**TASK GOAL**
Extract every line from the records below that contains the word "setMaskFilter".

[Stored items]
- - - -

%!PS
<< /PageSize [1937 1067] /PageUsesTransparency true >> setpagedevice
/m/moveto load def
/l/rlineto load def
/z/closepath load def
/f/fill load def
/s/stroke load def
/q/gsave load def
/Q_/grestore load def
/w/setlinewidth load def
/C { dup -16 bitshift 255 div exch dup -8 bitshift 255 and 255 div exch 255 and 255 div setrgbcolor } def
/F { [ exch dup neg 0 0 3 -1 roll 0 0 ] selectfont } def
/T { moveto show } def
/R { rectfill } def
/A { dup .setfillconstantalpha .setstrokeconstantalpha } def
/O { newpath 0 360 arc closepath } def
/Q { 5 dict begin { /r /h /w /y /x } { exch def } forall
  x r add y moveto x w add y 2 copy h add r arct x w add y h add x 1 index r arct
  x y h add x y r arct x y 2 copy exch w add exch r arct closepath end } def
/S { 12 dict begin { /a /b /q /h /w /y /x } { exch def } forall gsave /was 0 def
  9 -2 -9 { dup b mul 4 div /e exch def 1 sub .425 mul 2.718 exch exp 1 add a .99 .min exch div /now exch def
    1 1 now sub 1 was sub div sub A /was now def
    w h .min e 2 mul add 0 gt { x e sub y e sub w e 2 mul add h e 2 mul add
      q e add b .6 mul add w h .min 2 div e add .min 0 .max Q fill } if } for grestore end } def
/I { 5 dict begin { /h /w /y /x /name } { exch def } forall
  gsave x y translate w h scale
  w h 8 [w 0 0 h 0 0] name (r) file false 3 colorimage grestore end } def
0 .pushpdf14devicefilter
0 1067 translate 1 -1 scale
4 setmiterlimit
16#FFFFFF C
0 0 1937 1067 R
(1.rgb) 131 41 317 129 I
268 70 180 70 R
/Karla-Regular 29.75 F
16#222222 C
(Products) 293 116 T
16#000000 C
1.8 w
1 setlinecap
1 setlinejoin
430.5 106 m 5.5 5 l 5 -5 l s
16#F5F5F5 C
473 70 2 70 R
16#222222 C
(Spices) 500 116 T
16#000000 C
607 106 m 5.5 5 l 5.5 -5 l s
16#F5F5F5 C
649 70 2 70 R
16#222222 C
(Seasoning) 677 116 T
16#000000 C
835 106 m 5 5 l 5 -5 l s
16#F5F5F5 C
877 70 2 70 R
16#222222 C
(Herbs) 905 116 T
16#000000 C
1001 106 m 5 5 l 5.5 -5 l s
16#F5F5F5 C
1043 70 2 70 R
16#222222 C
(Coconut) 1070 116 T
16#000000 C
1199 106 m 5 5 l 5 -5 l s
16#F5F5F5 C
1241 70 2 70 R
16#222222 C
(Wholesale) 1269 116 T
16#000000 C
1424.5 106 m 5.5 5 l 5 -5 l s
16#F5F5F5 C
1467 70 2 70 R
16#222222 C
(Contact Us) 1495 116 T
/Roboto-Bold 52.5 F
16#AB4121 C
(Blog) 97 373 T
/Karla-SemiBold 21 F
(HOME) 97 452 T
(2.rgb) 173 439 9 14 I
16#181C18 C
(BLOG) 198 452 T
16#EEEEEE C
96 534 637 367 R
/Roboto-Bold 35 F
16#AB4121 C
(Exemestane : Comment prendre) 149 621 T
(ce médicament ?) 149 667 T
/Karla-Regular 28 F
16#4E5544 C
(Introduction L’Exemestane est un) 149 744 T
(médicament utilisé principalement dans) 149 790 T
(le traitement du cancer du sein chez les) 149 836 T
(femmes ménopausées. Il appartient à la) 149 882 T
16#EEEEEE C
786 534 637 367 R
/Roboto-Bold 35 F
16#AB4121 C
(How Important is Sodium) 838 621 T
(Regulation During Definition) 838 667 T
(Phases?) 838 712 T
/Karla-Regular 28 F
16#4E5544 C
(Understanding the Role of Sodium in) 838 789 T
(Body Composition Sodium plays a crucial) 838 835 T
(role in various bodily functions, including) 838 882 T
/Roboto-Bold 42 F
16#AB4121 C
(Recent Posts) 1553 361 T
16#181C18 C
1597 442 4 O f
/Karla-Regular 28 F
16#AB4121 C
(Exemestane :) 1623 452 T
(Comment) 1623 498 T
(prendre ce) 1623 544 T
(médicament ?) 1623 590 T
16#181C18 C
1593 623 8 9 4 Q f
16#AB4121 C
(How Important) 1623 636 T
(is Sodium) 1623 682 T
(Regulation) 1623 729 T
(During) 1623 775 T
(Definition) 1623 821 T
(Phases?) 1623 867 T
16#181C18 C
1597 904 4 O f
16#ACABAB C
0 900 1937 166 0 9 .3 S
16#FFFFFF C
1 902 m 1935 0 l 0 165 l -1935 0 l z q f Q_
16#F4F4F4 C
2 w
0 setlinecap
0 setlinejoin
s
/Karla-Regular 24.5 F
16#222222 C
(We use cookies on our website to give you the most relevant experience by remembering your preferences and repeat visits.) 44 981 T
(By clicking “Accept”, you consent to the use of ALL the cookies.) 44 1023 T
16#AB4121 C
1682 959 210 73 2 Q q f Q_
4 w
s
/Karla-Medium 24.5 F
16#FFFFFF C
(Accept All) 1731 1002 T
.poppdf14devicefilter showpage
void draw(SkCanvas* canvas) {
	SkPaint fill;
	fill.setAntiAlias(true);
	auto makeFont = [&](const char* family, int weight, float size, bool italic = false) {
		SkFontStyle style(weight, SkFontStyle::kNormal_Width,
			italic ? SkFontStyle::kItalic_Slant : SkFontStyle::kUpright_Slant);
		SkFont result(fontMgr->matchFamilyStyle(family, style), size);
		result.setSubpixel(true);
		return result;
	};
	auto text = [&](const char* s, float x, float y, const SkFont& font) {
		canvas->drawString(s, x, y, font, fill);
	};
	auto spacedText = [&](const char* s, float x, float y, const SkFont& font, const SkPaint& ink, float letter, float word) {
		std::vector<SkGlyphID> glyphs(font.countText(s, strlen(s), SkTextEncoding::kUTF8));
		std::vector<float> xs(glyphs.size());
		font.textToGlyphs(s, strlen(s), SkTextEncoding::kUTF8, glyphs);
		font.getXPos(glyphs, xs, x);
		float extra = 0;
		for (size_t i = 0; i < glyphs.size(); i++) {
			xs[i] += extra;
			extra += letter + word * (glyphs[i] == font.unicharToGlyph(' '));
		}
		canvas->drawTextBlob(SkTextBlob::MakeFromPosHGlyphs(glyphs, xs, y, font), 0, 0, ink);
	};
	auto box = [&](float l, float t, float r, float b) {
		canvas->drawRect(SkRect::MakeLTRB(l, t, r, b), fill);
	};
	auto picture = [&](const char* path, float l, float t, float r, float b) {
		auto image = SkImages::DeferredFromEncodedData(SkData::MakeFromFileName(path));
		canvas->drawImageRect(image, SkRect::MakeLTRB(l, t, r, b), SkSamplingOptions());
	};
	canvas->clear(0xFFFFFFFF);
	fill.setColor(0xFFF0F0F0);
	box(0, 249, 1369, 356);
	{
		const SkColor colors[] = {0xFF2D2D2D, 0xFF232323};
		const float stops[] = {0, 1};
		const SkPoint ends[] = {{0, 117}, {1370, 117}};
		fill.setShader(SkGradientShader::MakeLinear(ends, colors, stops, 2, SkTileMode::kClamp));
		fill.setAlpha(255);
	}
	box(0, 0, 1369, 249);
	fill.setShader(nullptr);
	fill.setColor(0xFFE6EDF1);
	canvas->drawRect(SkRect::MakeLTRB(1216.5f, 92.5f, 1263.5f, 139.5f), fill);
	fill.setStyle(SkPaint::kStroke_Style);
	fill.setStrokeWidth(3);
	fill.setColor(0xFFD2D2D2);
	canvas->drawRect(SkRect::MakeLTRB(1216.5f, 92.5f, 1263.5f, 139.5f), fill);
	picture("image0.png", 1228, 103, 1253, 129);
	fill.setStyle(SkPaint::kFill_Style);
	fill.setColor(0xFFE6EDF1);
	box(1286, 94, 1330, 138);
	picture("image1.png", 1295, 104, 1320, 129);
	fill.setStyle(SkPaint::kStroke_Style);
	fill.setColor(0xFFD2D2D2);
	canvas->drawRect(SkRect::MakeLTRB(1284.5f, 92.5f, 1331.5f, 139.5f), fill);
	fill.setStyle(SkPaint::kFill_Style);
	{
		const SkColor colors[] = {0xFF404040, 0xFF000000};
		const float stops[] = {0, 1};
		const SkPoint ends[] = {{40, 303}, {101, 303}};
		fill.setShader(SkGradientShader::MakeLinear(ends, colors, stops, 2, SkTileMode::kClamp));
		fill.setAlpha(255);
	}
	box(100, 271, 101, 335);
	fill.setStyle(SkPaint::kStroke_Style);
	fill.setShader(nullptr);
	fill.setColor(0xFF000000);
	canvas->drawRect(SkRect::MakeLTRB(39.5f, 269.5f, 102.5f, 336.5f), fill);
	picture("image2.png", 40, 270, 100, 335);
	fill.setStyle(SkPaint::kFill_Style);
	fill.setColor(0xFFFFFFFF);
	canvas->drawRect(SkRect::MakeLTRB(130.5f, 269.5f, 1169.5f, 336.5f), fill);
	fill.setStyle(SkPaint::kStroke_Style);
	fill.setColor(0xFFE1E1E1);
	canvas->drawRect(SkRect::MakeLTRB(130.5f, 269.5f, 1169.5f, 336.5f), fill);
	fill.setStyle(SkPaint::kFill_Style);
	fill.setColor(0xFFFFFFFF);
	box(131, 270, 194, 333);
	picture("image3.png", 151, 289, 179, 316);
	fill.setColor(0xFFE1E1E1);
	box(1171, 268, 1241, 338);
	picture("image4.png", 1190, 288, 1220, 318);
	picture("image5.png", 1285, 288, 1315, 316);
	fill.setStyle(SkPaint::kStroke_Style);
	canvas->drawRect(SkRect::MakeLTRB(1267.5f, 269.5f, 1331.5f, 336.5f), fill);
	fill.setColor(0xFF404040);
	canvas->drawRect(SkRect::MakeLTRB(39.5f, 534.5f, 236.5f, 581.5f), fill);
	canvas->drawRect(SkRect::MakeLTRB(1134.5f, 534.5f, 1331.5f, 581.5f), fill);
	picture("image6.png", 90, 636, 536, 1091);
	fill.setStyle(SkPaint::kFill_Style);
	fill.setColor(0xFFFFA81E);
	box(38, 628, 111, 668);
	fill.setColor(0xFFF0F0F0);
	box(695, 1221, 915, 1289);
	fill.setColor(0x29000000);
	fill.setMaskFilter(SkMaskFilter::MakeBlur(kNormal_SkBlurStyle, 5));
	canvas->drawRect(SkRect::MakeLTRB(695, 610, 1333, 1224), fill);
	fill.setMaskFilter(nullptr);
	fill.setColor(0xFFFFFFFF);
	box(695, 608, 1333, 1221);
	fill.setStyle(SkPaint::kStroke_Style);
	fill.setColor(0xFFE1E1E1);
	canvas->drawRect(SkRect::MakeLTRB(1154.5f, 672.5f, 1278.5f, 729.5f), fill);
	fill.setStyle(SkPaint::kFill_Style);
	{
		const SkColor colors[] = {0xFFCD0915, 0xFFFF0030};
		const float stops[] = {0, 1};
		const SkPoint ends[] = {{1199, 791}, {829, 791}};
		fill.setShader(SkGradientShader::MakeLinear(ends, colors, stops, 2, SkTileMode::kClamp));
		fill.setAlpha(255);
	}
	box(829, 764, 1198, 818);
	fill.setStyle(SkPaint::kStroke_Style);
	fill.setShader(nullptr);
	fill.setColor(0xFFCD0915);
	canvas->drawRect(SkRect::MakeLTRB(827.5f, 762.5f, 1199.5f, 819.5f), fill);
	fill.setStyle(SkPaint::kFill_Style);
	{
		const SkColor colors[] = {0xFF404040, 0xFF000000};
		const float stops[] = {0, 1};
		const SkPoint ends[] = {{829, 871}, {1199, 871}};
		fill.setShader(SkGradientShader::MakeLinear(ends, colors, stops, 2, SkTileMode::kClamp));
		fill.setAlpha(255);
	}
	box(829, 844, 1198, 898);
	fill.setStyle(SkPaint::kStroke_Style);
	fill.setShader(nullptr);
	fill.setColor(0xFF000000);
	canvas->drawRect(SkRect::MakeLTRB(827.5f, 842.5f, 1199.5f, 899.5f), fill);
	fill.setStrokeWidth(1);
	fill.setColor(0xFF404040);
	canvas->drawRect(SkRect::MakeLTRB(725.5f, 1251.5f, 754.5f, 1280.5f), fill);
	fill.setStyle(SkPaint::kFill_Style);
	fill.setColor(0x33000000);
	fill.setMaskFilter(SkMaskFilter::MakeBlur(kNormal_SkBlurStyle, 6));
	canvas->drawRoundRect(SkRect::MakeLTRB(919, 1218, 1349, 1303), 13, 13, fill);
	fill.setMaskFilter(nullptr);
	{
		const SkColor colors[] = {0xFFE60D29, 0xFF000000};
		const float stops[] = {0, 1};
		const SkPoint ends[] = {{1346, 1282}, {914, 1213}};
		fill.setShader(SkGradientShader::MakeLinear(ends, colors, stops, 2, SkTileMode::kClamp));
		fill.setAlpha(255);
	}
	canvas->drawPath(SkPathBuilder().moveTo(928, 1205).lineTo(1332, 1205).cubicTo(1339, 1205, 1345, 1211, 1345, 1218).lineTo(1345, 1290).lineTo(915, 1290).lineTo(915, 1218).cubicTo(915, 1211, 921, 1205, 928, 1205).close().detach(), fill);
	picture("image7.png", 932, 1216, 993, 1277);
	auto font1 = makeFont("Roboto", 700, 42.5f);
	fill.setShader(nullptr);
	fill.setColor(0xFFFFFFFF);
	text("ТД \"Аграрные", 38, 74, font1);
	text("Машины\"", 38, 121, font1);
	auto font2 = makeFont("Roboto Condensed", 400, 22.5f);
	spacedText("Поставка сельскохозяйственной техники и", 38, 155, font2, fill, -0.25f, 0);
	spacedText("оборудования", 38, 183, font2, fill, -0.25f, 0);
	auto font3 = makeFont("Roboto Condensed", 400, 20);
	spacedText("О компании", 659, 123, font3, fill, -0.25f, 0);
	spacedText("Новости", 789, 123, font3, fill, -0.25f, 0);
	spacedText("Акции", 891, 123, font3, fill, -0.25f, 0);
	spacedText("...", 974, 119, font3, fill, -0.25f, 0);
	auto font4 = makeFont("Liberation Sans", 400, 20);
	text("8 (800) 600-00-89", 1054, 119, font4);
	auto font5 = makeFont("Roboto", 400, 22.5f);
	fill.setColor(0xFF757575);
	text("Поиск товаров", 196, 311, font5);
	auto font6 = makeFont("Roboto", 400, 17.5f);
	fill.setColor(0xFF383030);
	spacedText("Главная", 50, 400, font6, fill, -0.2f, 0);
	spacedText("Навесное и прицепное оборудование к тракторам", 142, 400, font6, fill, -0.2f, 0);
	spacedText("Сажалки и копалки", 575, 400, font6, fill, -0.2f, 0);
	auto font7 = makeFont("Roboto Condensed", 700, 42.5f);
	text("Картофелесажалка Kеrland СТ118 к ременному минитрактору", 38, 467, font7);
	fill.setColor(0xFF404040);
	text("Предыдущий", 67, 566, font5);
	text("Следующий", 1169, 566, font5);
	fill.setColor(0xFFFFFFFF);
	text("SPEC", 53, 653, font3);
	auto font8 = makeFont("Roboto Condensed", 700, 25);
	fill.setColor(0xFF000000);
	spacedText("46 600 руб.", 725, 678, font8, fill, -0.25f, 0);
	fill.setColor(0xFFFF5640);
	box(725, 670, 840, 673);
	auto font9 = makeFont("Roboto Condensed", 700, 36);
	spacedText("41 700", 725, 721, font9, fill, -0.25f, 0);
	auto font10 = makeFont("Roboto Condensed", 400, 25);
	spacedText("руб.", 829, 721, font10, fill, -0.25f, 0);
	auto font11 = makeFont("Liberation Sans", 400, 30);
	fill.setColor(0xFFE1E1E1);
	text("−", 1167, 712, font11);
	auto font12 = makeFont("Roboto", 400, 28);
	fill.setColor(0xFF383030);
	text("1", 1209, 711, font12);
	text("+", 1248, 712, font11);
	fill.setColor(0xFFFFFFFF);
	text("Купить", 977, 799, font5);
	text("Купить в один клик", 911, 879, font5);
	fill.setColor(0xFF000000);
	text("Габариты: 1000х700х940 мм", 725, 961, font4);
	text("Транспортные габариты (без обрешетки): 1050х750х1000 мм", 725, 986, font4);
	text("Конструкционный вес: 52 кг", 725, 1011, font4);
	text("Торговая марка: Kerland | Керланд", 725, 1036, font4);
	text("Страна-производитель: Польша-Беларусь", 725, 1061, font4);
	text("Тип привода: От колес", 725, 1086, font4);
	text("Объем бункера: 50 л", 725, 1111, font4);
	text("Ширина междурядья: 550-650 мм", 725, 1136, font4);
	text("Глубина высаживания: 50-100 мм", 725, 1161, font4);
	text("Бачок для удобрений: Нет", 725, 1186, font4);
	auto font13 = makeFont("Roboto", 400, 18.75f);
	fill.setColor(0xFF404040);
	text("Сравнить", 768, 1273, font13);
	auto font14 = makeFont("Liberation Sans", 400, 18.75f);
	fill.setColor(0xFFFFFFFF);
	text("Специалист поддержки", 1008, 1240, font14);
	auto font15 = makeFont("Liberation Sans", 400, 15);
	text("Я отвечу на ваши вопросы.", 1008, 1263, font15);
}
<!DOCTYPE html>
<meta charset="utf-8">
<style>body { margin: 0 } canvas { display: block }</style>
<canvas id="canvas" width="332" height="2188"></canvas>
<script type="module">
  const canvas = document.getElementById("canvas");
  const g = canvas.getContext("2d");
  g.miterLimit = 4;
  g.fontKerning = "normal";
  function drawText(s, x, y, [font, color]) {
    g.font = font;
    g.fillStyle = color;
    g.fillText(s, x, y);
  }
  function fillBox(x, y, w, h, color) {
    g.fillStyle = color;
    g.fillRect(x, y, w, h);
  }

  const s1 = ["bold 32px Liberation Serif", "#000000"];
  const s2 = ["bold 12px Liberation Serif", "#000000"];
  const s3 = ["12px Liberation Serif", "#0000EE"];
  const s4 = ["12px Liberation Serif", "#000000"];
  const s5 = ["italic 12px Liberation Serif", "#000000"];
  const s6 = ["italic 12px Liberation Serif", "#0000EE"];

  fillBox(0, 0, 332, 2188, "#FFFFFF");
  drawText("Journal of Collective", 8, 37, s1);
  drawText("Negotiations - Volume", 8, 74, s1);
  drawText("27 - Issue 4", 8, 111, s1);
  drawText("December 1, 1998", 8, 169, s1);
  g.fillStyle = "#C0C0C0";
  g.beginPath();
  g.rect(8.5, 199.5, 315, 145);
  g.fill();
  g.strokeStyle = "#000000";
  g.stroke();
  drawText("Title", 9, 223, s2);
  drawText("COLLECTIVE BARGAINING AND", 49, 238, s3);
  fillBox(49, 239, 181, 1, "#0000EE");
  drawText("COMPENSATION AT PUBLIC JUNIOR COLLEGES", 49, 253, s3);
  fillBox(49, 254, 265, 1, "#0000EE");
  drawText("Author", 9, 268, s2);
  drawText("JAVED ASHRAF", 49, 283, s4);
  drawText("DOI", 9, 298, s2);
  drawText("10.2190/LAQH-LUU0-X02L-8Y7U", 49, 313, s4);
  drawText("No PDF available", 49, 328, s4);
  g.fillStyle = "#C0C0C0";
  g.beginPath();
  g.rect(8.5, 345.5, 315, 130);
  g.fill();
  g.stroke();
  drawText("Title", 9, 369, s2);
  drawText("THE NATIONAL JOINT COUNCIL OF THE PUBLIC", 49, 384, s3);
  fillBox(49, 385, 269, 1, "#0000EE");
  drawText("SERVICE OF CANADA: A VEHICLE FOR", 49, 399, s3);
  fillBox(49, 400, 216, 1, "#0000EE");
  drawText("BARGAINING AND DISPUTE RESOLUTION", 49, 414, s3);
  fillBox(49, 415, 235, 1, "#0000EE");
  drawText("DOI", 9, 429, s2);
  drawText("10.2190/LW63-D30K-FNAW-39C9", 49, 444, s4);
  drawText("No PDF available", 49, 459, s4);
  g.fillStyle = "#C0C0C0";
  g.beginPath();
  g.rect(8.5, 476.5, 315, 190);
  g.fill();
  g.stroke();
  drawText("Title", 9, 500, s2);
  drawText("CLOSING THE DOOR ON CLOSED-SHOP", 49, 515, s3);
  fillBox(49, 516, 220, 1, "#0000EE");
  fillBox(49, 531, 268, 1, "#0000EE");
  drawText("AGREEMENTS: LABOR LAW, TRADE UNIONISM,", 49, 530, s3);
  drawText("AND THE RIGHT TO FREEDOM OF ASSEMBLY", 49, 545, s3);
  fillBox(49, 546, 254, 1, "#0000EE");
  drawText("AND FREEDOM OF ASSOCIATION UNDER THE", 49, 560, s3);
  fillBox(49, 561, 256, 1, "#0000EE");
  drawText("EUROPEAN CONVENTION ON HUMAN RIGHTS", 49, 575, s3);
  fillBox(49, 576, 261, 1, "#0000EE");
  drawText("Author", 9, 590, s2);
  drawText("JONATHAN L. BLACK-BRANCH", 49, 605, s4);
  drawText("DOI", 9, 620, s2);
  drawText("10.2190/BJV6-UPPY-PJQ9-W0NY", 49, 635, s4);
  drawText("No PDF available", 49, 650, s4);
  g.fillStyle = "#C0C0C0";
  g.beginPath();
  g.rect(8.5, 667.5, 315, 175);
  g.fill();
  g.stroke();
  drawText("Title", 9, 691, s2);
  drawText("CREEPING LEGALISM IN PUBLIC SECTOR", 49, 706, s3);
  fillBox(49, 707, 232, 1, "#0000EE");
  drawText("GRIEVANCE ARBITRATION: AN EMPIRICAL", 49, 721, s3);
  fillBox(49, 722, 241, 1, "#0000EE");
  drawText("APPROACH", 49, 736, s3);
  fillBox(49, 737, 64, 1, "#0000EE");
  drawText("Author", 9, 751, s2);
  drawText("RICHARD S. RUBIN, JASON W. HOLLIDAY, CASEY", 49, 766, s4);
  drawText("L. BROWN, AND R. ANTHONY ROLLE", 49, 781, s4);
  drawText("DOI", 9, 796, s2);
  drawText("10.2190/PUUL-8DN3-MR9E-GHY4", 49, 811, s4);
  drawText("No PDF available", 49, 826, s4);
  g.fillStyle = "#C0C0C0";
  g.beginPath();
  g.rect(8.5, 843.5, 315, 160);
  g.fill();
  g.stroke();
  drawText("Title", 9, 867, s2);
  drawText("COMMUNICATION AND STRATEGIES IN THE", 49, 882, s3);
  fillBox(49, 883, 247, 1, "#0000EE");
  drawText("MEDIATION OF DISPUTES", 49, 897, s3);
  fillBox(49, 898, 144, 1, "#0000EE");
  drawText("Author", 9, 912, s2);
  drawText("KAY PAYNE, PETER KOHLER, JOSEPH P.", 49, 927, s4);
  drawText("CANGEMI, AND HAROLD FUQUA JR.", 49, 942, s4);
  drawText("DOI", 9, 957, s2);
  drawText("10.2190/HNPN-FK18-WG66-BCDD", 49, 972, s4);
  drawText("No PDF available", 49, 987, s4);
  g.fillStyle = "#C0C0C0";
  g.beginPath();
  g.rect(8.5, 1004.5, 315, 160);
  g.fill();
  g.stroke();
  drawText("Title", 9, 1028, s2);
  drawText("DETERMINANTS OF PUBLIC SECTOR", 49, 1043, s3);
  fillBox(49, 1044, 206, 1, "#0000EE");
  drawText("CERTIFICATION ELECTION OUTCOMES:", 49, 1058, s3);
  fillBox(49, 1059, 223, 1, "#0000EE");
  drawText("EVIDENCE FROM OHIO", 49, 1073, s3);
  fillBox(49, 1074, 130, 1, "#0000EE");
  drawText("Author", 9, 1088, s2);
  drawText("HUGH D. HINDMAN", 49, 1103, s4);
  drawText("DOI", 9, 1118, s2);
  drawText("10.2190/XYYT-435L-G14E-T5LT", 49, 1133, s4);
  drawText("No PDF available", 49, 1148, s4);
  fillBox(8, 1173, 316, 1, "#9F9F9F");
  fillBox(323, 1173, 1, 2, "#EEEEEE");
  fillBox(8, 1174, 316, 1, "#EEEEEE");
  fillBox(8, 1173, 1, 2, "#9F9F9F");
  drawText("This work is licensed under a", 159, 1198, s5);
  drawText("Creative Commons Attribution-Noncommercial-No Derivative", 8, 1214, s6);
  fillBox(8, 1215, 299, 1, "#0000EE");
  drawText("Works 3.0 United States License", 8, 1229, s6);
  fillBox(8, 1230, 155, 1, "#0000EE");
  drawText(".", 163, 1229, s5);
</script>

- - - -

**OUTPUT OF THE EXERCISE**
	fill.setMaskFilter(SkMaskFilter::MakeBlur(kNormal_SkBlurStyle, 5));
	fill.setMaskFilter(nullptr);
	fill.setMaskFilter(SkMaskFilter::MakeBlur(kNormal_SkBlurStyle, 6));
	fill.setMaskFilter(nullptr);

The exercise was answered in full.